The task calls for each record to be given again unchanged, minus any pictures.
========
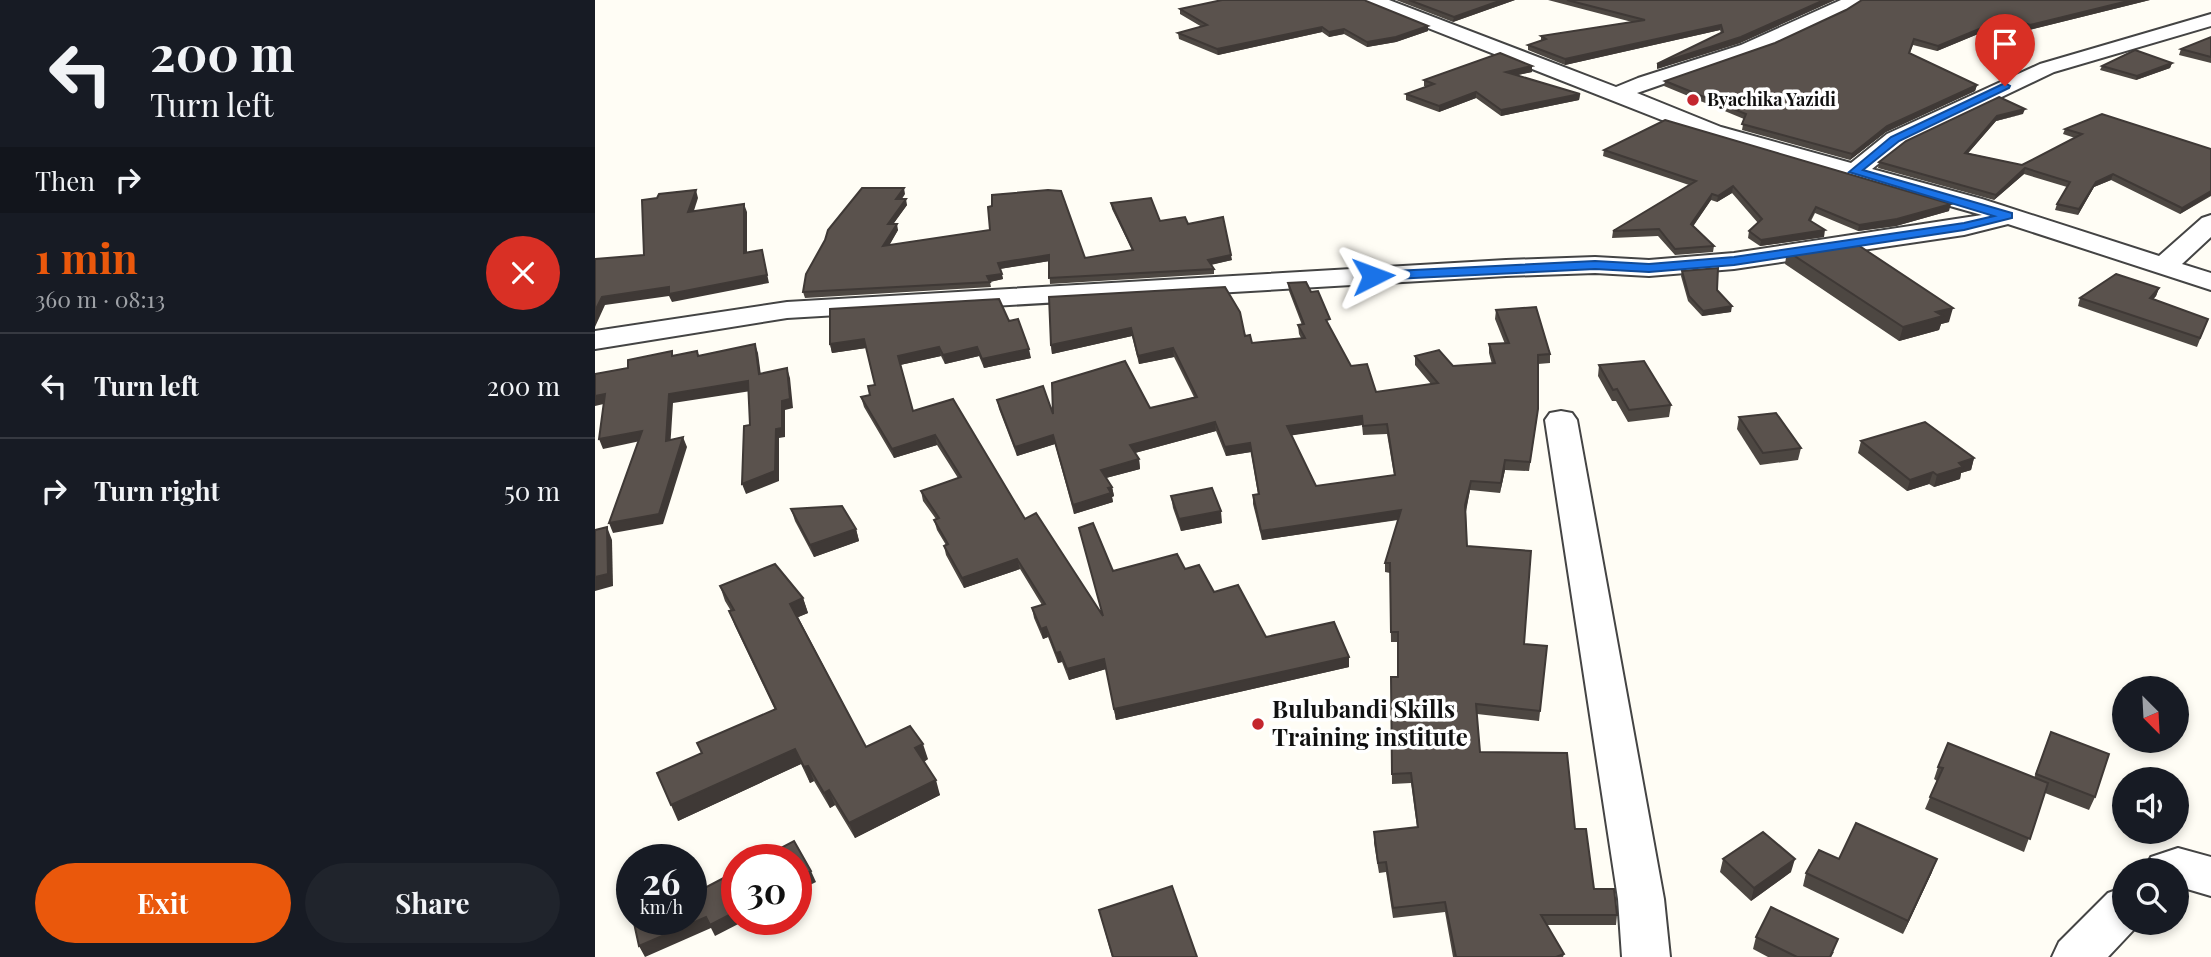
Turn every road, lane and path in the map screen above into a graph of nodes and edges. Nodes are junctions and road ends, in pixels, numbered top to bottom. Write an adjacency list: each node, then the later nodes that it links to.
1 (1374, 0): 4 (street)
2 (1856, 0): 4 (street)
3 (2211, 20): 5 (street)
4 (1633, 101): 5 (street)
5 (1854, 172): 6 (street)
6 (2008, 216): 8 (street); 10 (street)
7 (2211, 223): 8 (street)
8 (2163, 267): 9 (street)
9 (2211, 282)
10 (595, 340)
11 (1561, 420): 15 (street)
12 (2189, 869): 13 (street)
13 (2211, 877)
14 (2112, 920): 16 (street)
15 (1646, 957)
16 (2076, 957)

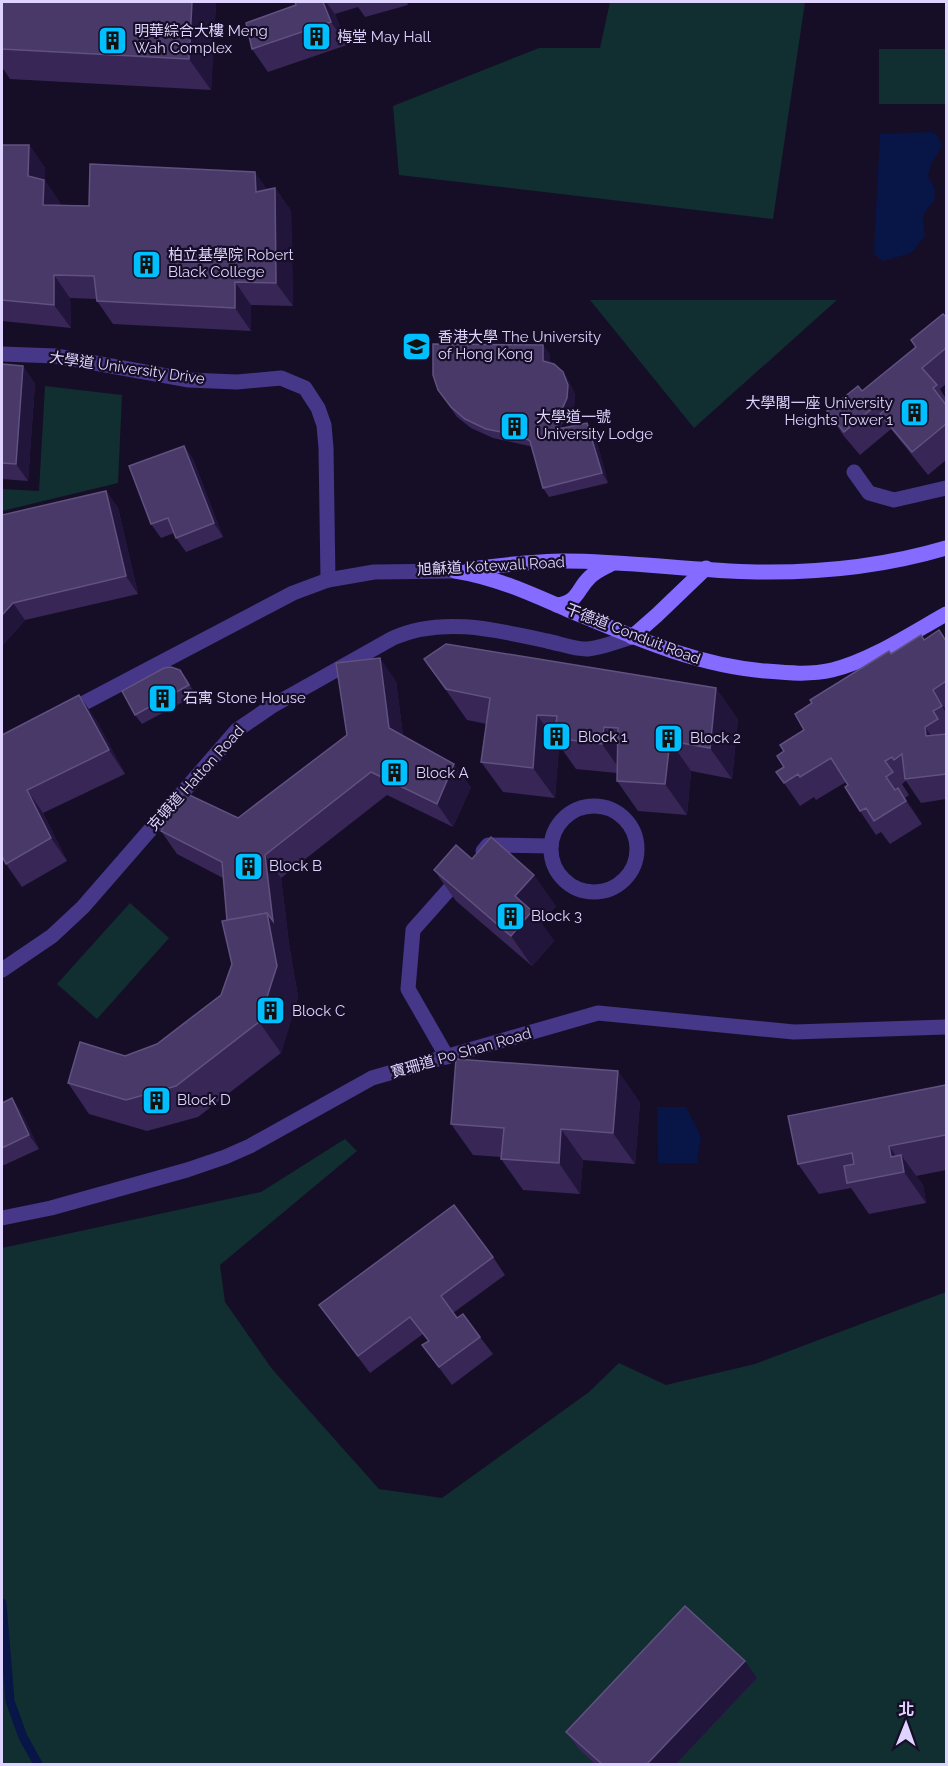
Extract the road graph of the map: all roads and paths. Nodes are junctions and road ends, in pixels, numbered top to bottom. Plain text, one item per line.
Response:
1 (2, 354) edge
2 (854, 472) dead end
3 (946, 488) edge
4 (946, 548) edge
5 (614, 563) junction
6 (706, 568) junction
7 (455, 571) junction
8 (328, 580) junction
9 (557, 604) junction
10 (946, 614) edge
11 (632, 637) junction
12 (54, 718) edge
13 (551, 846) junction
14 (2, 970) edge
15 (946, 1026) edge
16 (447, 1057) junction
17 (2, 1218) edge

1 - 8 street, 大學道 University Drive
2 - 3 street
4 - 6 street, 旭龢道 Kotewall Road
5 - 6 street, 旭龢道 Kotewall Road
5 - 7 street, 旭龢道 Kotewall Road
5 - 9 street
6 - 11 street
7 - 8 street, 旭龢道 Kotewall Road
7 - 9 street, 干德道 Conduit Road
8 - 12 street, 旭龢道 Kotewall Road
9 - 11 street, 干德道 Conduit Road
10 - 11 street, 干德道 Conduit Road
11 - 14 street, 克頓道 Hatton Road
13 - 13 street
13 - 16 street
15 - 16 street, 寶珊道 Po Shan Road
16 - 17 street, 寶珊道 Po Shan Road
========
Reply to the exercise
Turn every road, lane and path in the map screen above into a graph of nodes and edges. Nodes are junctions and road ends, in pixels, numbered top to bottom. Write an adjacency list: each node, then the later nodes that it links to.
1 (1374, 0): 4 (street)
2 (1856, 0): 4 (street)
3 (2211, 20): 5 (street)
4 (1633, 101): 5 (street)
5 (1854, 172): 6 (street)
6 (2008, 216): 8 (street); 10 (street)
7 (2211, 223): 8 (street)
8 (2163, 267): 9 (street)
9 (2211, 282)
10 (595, 340)
11 (1561, 420): 15 (street)
12 (2189, 869): 13 (street)
13 (2211, 877)
14 (2112, 920): 16 (street)
15 (1646, 957)
16 (2076, 957)

Extract the road graph of the map: all roads and paths. Nodes are junctions and road ends, in pixels, numbered top to bottom. Plain text, one item per line.
Response:
1 (2, 354) edge
2 (854, 472) dead end
3 (946, 488) edge
4 (946, 548) edge
5 (614, 563) junction
6 (706, 568) junction
7 (455, 571) junction
8 (328, 580) junction
9 (557, 604) junction
10 (946, 614) edge
11 (632, 637) junction
12 (54, 718) edge
13 (551, 846) junction
14 (2, 970) edge
15 (946, 1026) edge
16 (447, 1057) junction
17 (2, 1218) edge

1 - 8 street, 大學道 University Drive
2 - 3 street
4 - 6 street, 旭龢道 Kotewall Road
5 - 6 street, 旭龢道 Kotewall Road
5 - 7 street, 旭龢道 Kotewall Road
5 - 9 street
6 - 11 street
7 - 8 street, 旭龢道 Kotewall Road
7 - 9 street, 干德道 Conduit Road
8 - 12 street, 旭龢道 Kotewall Road
9 - 11 street, 干德道 Conduit Road
10 - 11 street, 干德道 Conduit Road
11 - 14 street, 克頓道 Hatton Road
13 - 13 street
13 - 16 street
15 - 16 street, 寶珊道 Po Shan Road
16 - 17 street, 寶珊道 Po Shan Road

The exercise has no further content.